Logan: Honestly, did she have to state it that way? I darkened a bit, sending her a look. She was mothering me and I didn't need that right now. In fact, lets leave out all parents from the equation. She did not want to start with that with me. "You want this. You're the one who might actually get something out of it. Why waste money on something I'll just want to toss out in the end?" I asked.
Veronica: "Logan, I'm not trying to fight with you... I just want - I'm trying to figure out what your plan is." I sighed, "What are you going to do while I'm taking classes 8 months out of the year?" I just wanted to understand. I'd always thought he wanted to make something out of his life... make something for himself seperate from his family.. but right now? It really didn't seem like it.
Logan: "I'd talk to Ms. James if I honestly needed guidance in my life path," I replied to her, flatly. "I don't have to know and right now I don't know," I told her. Veronica had talents. She had a clear view of where she was and where she wanted to head, but I didn't. I didn't excel brilliantly at any particular skill - at least ones I could get paid for legally - and I wasn't thinking that far ahead yet. "Maybe you've had some plan since coming out of the womb, but not all of us are as lucky as you. You... clearly know what to do. Life is laid out in front of you. You have to get that not all of us have that and...- I really don't."

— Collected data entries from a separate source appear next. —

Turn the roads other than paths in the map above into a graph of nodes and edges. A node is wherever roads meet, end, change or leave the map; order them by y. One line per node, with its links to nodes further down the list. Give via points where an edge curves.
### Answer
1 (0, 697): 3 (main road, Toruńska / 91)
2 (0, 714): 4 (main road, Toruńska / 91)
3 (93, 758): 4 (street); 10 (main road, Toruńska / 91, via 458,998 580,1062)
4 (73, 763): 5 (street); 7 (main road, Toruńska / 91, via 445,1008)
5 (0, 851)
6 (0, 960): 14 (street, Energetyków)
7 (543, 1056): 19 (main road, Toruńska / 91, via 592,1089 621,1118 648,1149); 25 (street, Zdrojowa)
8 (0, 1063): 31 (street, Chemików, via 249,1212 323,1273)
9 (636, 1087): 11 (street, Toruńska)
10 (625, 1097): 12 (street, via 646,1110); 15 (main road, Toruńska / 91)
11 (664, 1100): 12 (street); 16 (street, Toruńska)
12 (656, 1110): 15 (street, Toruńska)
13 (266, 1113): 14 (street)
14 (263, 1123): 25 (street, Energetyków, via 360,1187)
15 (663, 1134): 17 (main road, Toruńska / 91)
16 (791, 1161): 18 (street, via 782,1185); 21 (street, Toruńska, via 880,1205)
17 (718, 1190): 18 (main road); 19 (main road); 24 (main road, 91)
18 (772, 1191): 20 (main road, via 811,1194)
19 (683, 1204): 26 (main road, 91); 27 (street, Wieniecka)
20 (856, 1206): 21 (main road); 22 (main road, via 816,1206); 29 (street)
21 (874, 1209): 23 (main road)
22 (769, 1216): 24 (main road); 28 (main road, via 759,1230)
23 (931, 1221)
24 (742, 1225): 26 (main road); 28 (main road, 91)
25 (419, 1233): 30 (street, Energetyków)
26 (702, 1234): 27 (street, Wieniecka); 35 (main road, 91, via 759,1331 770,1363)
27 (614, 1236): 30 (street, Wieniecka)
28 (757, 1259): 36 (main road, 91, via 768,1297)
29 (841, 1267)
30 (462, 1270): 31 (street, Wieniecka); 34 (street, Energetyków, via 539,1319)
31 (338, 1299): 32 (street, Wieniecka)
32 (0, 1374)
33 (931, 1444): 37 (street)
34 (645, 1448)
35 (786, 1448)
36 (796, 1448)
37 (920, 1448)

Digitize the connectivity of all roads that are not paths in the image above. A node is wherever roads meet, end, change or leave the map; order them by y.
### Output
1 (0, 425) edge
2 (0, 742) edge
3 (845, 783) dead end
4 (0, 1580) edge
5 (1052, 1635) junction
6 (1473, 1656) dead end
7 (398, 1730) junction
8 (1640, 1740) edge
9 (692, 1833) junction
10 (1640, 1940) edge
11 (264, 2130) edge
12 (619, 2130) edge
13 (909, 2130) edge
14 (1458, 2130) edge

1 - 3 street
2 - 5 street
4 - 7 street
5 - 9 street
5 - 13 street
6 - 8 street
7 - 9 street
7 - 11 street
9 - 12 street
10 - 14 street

Veronica: "I don't know if you've noticed this yet, but the plan? More or less chosen for me by my dad. My input at this point is that it's not Stanford anymore." I commented. And it was true. My dad had so many hopes and dreams for me and all of them more or less pushed me away from the one thing that came as easy as breathing. "What do you think he'd do if I take a bunch of criminology courses and even attempt to follow in his footsteps?" I questioned. "And don't sit there acting like you don't have any skills at all, Logan... you're an awesome flim editor. And you were on the Navigator for how long?" I let out a breath, "You could just take some random classes in things that interest you and see where it leads. You said yourself money's not an issue." I didn't want to push him, but I knew he wanted more out of life than to live like some trust fund brat.
Logan: "Yeah, but the difference is that even if you chose not to, as long as you were happy, nothing else would matter to your father," I replied. And that was really it wasn't it? I got this money from my dad as a fucking court order so I'm somewhat supported in this life while dear old daddy rots away in prison and none of it really mattered because it was just money and it was meaningless to me. "I don't want to go, Veronica," I said. "I don't even see the point of graduating right now." Any maybe she just thought I was taking an extended stay to heal from the bullet wound - which still hurt - but I hadn't put a foot on Neptune High's ground for months. I thought it was ironic how fast Duncan was moving ahead in his life while I stayed stuck in second gear when last year we could have never fucking predicted that.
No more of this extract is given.